Boutagy, NE, Marinik, EL, McMillan, RP, Anderson, AS, Frisard, MI, Davy, BM, Rivero, JM, Davy, KP, Hulver, MW
Therapeutic advances in cardiovascular disease. 2015;(2):45-50
Abstract
OBJECTIVES Whether angiotensin II receptor blockade improves skeletal muscle fatty acid oxidation in overweight and obese humans is unknown. The purpose of the study was to test the hypothesis that the angiotensin II receptor blocker, olmesartan, would increase fatty acid oxidation and the activity of enzymes associated with oxidative metabolism in skeletal muscle of overweight and obese humans.
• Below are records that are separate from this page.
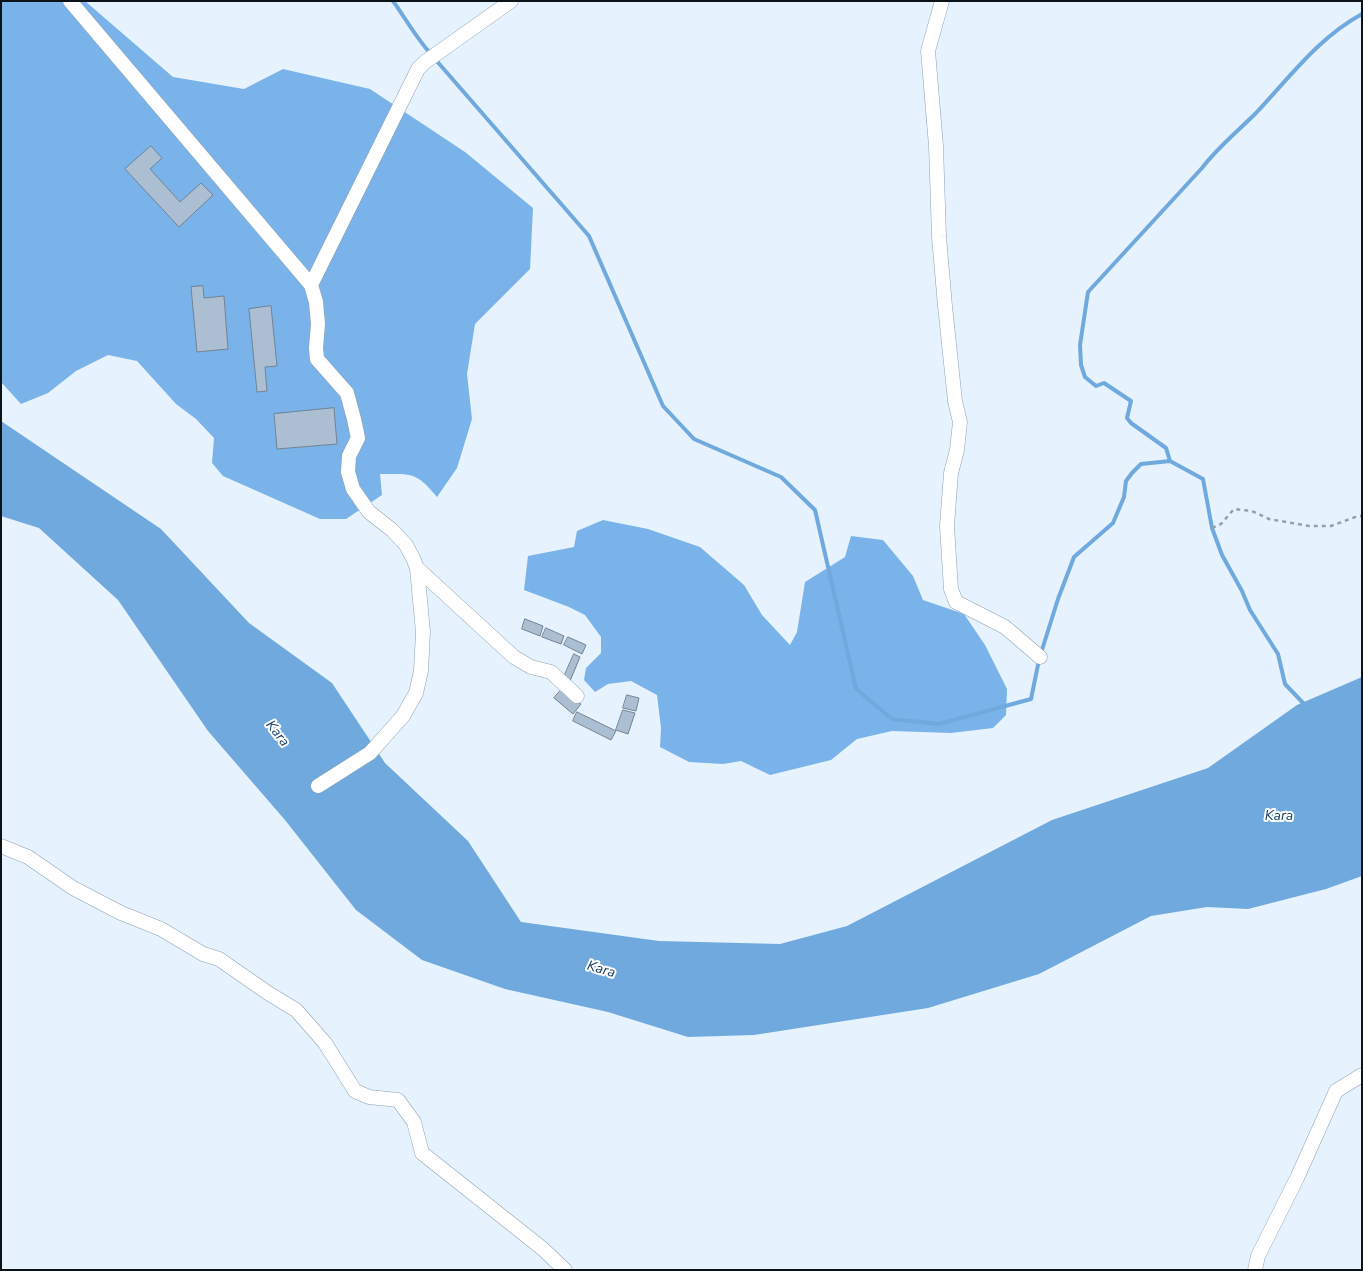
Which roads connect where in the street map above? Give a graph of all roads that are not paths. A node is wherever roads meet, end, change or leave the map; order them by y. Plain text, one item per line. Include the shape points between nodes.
1 (70, 1) edge
2 (511, 1) edge
3 (942, 1) edge
4 (311, 285) junction
5 (417, 568) junction
6 (1040, 657) dead end
7 (577, 696) dead end
8 (318, 786) dead end
9 (1, 846) edge
10 (1362, 1075) edge
11 (565, 1270) edge
12 (1256, 1270) edge

1 - 4 street
2 - 4 street via 418,70
3 - 6 street via 928,51 944,306 960,422 948,508 950,589 956,602 1005,627
4 - 5 street via 318,324 317,359 348,393 358,438 350,456 348,472 353,489 369,512 406,545
5 - 7 street via 514,657 531,667 551,672
5 - 8 street via 423,632 416,693 403,716 370,753
9 - 11 street via 28,856 73,888 121,913 219,959 296,1010 325,1043 355,1091 368,1097 398,1100 414,1122 422,1153
10 - 12 street via 1336,1091 1258,1256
METHODS A total of 12 individuals (6 men and 6 women) aged 18-75 and with a body mass index ⩾25 kg/m2 were assigned to olmesartan or placebo for 8 weeks in a crossover fashion. Fatty acid oxidation was measured before and after each intervention by counting the (14)CO2 produced from [1-(14)C] palmitic acid in skeletal muscle homogenates. RESULTS Fatty acid oxidation was not significantly different between treatment periods at baseline and post intervention. In addition, the enzyme activities of citrate synthase and β-hydroxyacyl-coenzyme A dehydrogenase in skeletal muscle homogenates did not differ between treatment periods at baseline or post intervention. CONCLUSIONS Treatment with olmesartan for 8 weeks does not improve fatty acid oxidation or the activity of enzymes associated with oxidative metabolism in skeletal muscle from overweight and obese individuals. Taken together, our results indicate that improvements in skeletal muscle metabolism are not among the additional benefits of olmesartan that extend beyond blood pressure reduction.